San Miguel Arcángel, Príncipe de la Milicia celestial

San Miguel Arcángel, Príncipe de la Milicia celestial
"San Miguel Arcángel, defiéndenos en la batalla, sé nuestro amparo contra la perversidad y acechanzas del demonio; reprímale, Dios, pedimos suplicantes, y tú, Príncipe de la Milicia celestial, arroja al infierno, con el divino poder, a Satanás y a los demás espíritus malignos, que andan dispersos por el mundo para la perdición de las almas. Amén".

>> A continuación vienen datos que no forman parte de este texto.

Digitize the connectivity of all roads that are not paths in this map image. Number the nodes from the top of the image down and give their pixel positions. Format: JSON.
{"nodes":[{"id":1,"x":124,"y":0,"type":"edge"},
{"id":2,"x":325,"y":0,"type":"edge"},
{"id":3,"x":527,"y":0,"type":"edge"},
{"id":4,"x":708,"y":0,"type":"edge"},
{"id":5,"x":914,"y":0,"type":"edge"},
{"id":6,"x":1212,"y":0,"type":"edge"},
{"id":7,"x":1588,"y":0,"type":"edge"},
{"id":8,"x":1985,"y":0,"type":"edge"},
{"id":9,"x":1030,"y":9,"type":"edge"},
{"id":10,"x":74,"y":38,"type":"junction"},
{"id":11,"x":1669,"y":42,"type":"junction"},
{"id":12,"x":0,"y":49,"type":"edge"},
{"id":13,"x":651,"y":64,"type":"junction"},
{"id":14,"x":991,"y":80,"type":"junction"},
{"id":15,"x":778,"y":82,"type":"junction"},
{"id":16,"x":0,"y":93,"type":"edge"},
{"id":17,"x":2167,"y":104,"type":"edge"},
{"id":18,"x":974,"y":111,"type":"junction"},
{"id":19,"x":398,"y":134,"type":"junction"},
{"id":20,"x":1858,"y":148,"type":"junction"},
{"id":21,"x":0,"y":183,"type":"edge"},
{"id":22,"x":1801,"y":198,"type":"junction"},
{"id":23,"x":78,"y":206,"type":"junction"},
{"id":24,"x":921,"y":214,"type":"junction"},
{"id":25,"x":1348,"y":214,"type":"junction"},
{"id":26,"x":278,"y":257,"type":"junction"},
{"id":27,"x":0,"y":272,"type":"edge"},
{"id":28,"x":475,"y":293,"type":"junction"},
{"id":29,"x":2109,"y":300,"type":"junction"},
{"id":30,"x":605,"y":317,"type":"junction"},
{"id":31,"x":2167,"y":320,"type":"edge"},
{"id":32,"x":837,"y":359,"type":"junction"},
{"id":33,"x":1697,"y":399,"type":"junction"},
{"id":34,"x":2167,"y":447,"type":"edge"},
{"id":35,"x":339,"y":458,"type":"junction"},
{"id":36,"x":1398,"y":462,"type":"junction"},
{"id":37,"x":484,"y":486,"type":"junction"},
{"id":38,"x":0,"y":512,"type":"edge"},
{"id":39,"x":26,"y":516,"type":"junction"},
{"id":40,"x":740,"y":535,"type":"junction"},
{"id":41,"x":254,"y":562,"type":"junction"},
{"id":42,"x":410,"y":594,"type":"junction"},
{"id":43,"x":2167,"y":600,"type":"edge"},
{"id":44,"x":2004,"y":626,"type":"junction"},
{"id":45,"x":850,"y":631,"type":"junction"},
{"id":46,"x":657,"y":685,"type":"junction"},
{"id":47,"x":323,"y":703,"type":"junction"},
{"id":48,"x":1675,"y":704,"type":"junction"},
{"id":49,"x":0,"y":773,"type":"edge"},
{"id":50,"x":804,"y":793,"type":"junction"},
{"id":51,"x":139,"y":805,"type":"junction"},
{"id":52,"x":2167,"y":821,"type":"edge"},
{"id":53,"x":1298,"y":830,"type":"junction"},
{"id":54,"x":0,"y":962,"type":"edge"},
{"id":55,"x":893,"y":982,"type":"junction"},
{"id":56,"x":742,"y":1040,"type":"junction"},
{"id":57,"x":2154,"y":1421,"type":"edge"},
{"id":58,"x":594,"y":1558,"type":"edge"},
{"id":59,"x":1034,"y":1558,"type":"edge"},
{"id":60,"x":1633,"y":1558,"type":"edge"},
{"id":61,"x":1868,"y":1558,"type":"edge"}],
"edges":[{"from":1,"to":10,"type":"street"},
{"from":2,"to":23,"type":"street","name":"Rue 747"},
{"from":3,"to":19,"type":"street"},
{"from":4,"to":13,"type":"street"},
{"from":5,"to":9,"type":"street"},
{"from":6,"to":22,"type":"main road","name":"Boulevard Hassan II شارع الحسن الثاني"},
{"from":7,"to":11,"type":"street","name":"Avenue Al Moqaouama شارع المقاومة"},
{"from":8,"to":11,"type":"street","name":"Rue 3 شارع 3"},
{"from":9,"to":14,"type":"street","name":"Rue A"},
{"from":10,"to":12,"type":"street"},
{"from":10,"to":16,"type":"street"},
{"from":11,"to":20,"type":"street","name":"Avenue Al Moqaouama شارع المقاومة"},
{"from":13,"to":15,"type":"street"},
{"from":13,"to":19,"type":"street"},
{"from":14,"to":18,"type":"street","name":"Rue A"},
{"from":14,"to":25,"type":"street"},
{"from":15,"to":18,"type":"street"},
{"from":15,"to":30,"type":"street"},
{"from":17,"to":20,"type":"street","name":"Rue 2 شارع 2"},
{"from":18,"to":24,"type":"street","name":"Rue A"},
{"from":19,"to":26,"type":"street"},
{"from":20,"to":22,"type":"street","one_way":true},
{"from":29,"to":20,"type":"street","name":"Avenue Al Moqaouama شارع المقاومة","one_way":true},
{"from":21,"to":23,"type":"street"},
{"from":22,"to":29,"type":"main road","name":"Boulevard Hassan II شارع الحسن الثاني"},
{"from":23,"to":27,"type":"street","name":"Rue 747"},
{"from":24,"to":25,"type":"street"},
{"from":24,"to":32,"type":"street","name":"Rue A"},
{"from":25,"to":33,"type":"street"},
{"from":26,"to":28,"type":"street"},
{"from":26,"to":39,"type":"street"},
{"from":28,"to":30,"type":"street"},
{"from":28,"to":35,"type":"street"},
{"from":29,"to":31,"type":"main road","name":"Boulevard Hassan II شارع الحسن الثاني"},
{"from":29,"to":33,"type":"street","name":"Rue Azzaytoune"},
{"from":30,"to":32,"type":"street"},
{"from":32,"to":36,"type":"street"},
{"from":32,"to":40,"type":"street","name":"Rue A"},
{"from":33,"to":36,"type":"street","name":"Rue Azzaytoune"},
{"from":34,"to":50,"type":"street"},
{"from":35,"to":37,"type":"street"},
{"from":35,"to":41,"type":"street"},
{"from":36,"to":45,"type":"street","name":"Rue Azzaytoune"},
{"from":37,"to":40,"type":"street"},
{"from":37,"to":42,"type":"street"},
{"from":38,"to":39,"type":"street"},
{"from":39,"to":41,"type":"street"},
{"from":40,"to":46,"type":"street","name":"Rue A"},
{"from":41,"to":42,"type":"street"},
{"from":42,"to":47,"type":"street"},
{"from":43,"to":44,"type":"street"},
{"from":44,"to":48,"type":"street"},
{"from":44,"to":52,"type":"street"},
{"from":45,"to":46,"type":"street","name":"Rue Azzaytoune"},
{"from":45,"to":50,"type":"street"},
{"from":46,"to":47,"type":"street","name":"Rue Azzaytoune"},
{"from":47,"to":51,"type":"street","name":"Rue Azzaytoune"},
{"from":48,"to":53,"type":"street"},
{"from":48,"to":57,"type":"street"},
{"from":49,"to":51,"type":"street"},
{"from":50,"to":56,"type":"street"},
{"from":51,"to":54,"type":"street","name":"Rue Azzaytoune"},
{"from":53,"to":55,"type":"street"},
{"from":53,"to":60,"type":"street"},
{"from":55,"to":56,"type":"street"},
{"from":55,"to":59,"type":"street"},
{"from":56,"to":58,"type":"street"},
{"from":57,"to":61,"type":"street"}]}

jueves, 13 de junio de 2024

San Antonio de Padua, presbítero y Doctor de la Iglesia

 


San Antonio de Padua, presbítero y Doctor de la Iglesia, en uno de sus sermones, habla acerca del “don de lenguas”[1]. Ahora bien, contrariamente a lo que se pueda pensar en primera instancia, cuando San Antonio habla de “don de lenguas”, no se refiere a hablar en un lenguaje incomprensible para los demás o para uno mismo; no se refiere a hablar en un idioma del cual uno nunca ha hablado y que por inspiración del Espíritu Santo ahora lo está hablando. San Antonio de Padua, cuando habla de “don de lenguas”, habla de otra cosa muy distinta, habla de las obras de misericordia, que deben acompañar a la prédica de la Palabra de Dios, de manera tal que para el santo la Palabra de Dios tiene fuerza cuando va acompañada de las obras de misericordia[2].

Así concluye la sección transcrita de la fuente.